Stored data:
Segment Open

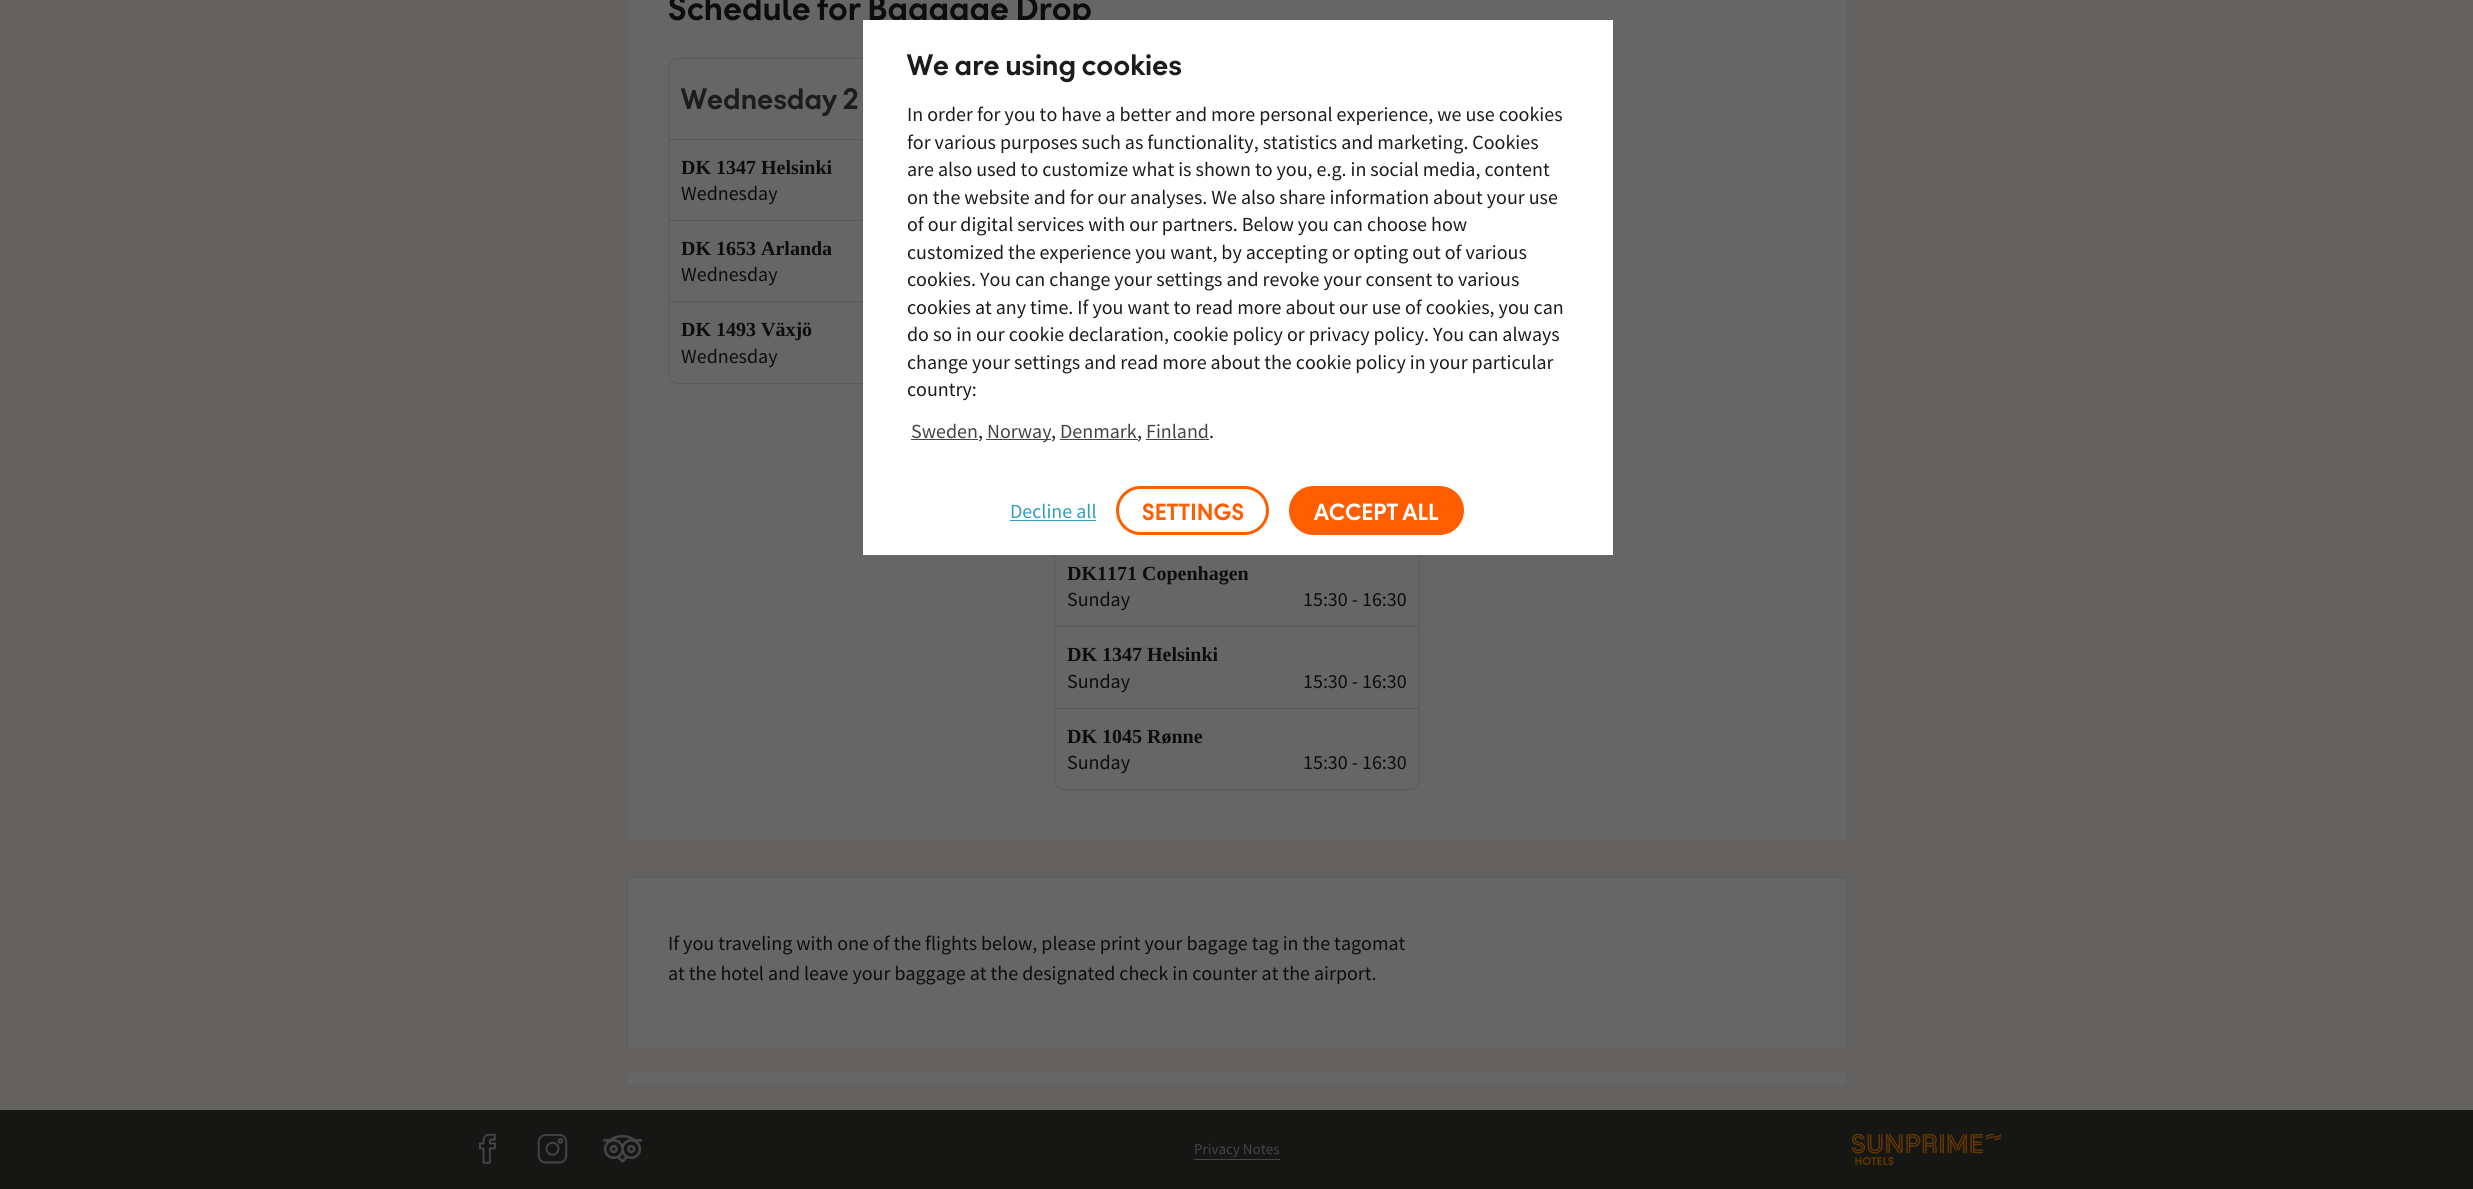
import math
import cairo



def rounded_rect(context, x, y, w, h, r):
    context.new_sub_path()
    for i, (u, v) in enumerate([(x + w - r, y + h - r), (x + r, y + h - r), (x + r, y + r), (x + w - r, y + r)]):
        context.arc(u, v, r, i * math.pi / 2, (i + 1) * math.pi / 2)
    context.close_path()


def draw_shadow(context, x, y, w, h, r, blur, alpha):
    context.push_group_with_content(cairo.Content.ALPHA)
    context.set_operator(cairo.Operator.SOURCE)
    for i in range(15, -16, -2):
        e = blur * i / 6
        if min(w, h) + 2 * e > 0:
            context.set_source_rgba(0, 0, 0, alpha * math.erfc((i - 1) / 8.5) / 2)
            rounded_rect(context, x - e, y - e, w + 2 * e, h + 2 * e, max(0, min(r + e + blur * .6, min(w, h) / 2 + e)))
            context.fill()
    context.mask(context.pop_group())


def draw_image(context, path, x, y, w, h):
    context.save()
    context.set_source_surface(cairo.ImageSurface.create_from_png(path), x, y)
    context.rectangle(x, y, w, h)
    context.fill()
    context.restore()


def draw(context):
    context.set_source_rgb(100 / 255, 98 / 255, 96 / 255)
    context.paint()
    context.set_source_rgb(102 / 255, 102 / 255, 102 / 255)
    context.rectangle(628, 0, 1218, 840)
    context.fill()
    rounded_rect(context, 668.5, 58.5, 366, 325, 9.5)
    context.set_source_rgb(91 / 255, 91 / 255, 91 / 255)
    context.set_line_width(1)
    context.stroke()
    context.rectangle(669, 139, 194, 1)
    context.fill()
    context.rectangle(669, 220, 194, 1)
    context.fill()
    context.rectangle(669, 301, 194, 1)
    context.fill()
    rounded_rect(context, 1054.5, 58.5, 365, 731, 9.5)
    context.stroke()
    context.rectangle(1055, 626, 364, 1)
    context.fill()
    context.rectangle(1055, 708, 364, 1)
    context.fill()
    context.set_source_rgb(80 / 255, 80 / 255, 80 / 255)
    draw_shadow(context, 628, 878, 1218, 170, 0, 0.5, 1)
    context.set_source_rgb(102 / 255, 102 / 255, 102 / 255)
    context.rectangle(628, 878, 1218, 170)
    context.fill()
    context.rectangle(628, 1073, 1218, 12)
    context.fill()
    context.set_source_rgb(22 / 255, 22 / 255, 21 / 255)
    context.rectangle(0, 1110, 2473, 79)
    context.fill()
    draw_image(context, "images/1.png", 478, 1133, 19, 31)
    draw_image(context, "images/2.png", 537, 1134, 31, 30)
    draw_image(context, "images/3.png", 602, 1134, 41, 29)
    context.set_source_rgb(69 / 255, 69 / 255, 69 / 255)
    context.rectangle(1194, 1159, 86, 1)
    context.fill()
    draw_image(context, "images/4.png", 1851, 1134, 150, 31)
    context.select_font_face("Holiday", cairo.FontSlant.NORMAL, cairo.FontWeight.BOLD)
    context.set_font_size(35)
    context.set_source_rgb(13 / 255, 13 / 255, 13 / 255)
    context.move_to(668, 20)
    context.show_text("Schedule for Baggage Drop")
    context.set_font_size(30)
    context.set_source_rgb(28 / 255, 28 / 255, 28 / 255)
    context.move_to(681, 109)
    context.show_text("Wednesday 2")
    context.select_font_face("Liberation Serif", cairo.FontSlant.NORMAL, cairo.FontWeight.BOLD)
    context.set_font_size(20)
    context.set_source_rgb(13 / 255, 13 / 255, 13 / 255)
    context.move_to(681, 174)
    context.show_text("DK 1347 Helsinki")
    context.select_font_face("Source Sans Pro")
    context.move_to(681, 200)
    context.show_text("Wednesday")
    context.select_font_face("Liberation Serif", cairo.FontSlant.NORMAL, cairo.FontWeight.BOLD)
    context.move_to(681, 255)
    context.show_text("DK 1653 Arlanda")
    context.select_font_face("Source Sans Pro")
    context.move_to(681, 281)
    context.show_text("Wednesday")
    context.select_font_face("Liberation Serif", cairo.FontSlant.NORMAL, cairo.FontWeight.BOLD)
    context.move_to(681, 336)
    context.show_text("DK 1493 Växjö")
    context.select_font_face("Source Sans Pro")
    context.move_to(681, 363)
    context.show_text("Wednesday")
    context.select_font_face("Liberation Serif", cairo.FontSlant.NORMAL, cairo.FontWeight.BOLD)
    context.move_to(1067, 580)
    context.show_text("DK1171 Copenhagen")
    context.select_font_face("Source Sans Pro")
    context.move_to(1067, 606)
    context.show_text("Sunday")
    context.move_to(1303, 606)
    context.show_text("15:30 - 16:30")
    context.select_font_face("Liberation Serif", cairo.FontSlant.NORMAL, cairo.FontWeight.BOLD)
    context.move_to(1067, 661)
    context.show_text("DK 1347 Helsinki")
    context.select_font_face("Source Sans Pro")
    context.move_to(1067, 688)
    context.show_text("Sunday")
    context.move_to(1303, 688)
    context.show_text("15:30 - 16:30")
    context.select_font_face("Liberation Serif", cairo.FontSlant.NORMAL, cairo.FontWeight.BOLD)
    context.move_to(1067, 743)
    context.show_text("DK 1045 Rønne")
    context.select_font_face("Source Sans Pro")
    context.move_to(1067, 769)
    context.show_text("Sunday")
    context.move_to(1303, 769)
    context.show_text("15:30 - 16:30")
    context.move_to(668, 950)
    context.show_text("If you traveling with one of the flights below, please print your bagage tag in the tagomat")
    context.move_to(668, 980)
    context.show_text("at the hotel and leave your baggage at the designated check in counter at the airport.")
    context.set_source_rgb(1, 1, 1)
    context.rectangle(863, 20, 750, 535)
    context.fill()
    context.select_font_face("Holiday", cairo.FontSlant.NORMAL, cairo.FontWeight.BOLD)
    context.set_font_size(30)
    context.set_source_rgb(28 / 255, 28 / 255, 28 / 255)
    context.move_to(907, 75)
    context.show_text("We are using cookies")
    context.select_font_face("Source Sans Pro")
    context.set_font_size(20)
    context.move_to(907, 121)
    context.show_text("In order for you to have a better and more personal experience, we use cookies")
    context.move_to(907, 149)
    context.show_text("for various purposes such as functionality, statistics and marketing. Cookies")
    context.move_to(907, 176)
    context.show_text("are also used to customize what is shown to you, e.g. in social media, content")
    context.move_to(907, 204)
    context.show_text("on the website and for our analyses. We also share information about your use")
    context.move_to(907, 231)
    context.show_text("of our digital services with our partners. Below you can choose how")
    context.move_to(907, 259)
    context.show_text("customized the experience you want, by accepting or opting out of various")
    context.move_to(907, 286)
    context.show_text("cookies. You can change your settings and revoke your consent to various")
    context.move_to(907, 314)
    context.show_text("cookies at any time. If you want to read more about our use of cookies, you can")
    context.move_to(907, 341)
    context.show_text("do so in our cookie declaration, cookie policy or privacy policy. You can always")
    context.move_to(907, 369)
    context.show_text("change your settings and read more about the cookie policy in your particular")
    context.move_to(907, 396)
    context.show_text("country:")
    context.set_source_rgb(69 / 255, 69 / 255, 69 / 255)
    context.move_to(911, 438)
    context.show_text("Sweden")
    context.rectangle(911, 439, 67, 1)
    context.fill()
    context.set_source_rgb(28 / 255, 28 / 255, 28 / 255)
    context.move_to(978, 438)
    context.show_text(",")
    context.set_source_rgb(69 / 255, 69 / 255, 69 / 255)
    context.rectangle(986, 439, 65, 1)
    context.fill()
    context.move_to(987, 438)
    context.show_text("Norway")
    context.set_source_rgb(28 / 255, 28 / 255, 28 / 255)
    context.move_to(1051, 438)
    context.show_text(",")
    context.set_source_rgb(69 / 255, 69 / 255, 69 / 255)
    context.move_to(1060, 438)
    context.show_text("Denmark")
    context.rectangle(1060, 439, 78, 1)
    context.fill()
    context.set_source_rgb(28 / 255, 28 / 255, 28 / 255)
    context.move_to(1137, 438)
    context.show_text(",")
    context.set_source_rgb(69 / 255, 69 / 255, 69 / 255)
    context.move_to(1146, 438)
    context.show_text("Finland")
    context.rectangle(1146, 439, 63, 1)
    context.fill()
    context.set_source_rgb(28 / 255, 28 / 255, 28 / 255)
    context.move_to(1209, 438)
    context.show_text(".")
    context.set_source_rgb(53 / 255, 156 / 255, 187 / 255)
    context.move_to(1010, 518)
    context.show_text("Decline all")
    context.rectangle(1010, 520, 86, 1)
    context.fill()
    rounded_rect(context, 1117.5, 487.5, 150, 46, 23)
    context.set_source_rgb(1, 94 / 255, 0)
    context.set_line_width(3)
    context.stroke()
    context.select_font_face("Holiday", cairo.FontSlant.NORMAL, cairo.FontWeight.BOLD)
    context.set_font_size(23.75)
    context.move_to(1142, 520)
    context.show_text("SETTINGS")
    rounded_rect(context, 1290.5, 487.5, 172, 46, 23)
    context.fill_preserve()
    context.stroke()
    context.set_source_rgb(1, 1, 1)
    context.move_to(1314, 520)
    context.show_text("ACCEPT ALL")
    context.select_font_face("Source Sans Pro")
    context.set_font_size(15)
    context.set_source_rgb(69 / 255, 69 / 255, 69 / 255)
    context.move_to(1194, 1154)
    context.show_text("Privacy Notes")


surface = cairo.ImageSurface(cairo.Format.RGB24, 2473, 1189)
context = cairo.Context(surface)
options = cairo.FontOptions()
options.set_hint_metrics(cairo.HintMetrics.OFF)
options.set_hint_style(cairo.HintStyle.NONE)
context.set_font_options(options)
context.set_miter_limit(4)
draw(context)
surface.write_to_png("out.png")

Segment Closed

» **EXERCISE OBJECTIVE**
Above are the records; print exactly the lines from the line with "context.arc(u, v, r, i" to the line with "context.set_source_rgba(0, 0, 0, alpha", including both, and nothing else.

» **OUTPUT BELOW**
        context.arc(u, v, r, i * math.pi / 2, (i + 1) * math.pi / 2)
    context.close_path()


def draw_shadow(context, x, y, w, h, r, blur, alpha):
    context.push_group_with_content(cairo.Content.ALPHA)
    context.set_operator(cairo.Operator.SOURCE)
    for i in range(15, -16, -2):
        e = blur * i / 6
        if min(w, h) + 2 * e > 0:
            context.set_source_rgba(0, 0, 0, alpha * math.erfc((i - 1) / 8.5) / 2)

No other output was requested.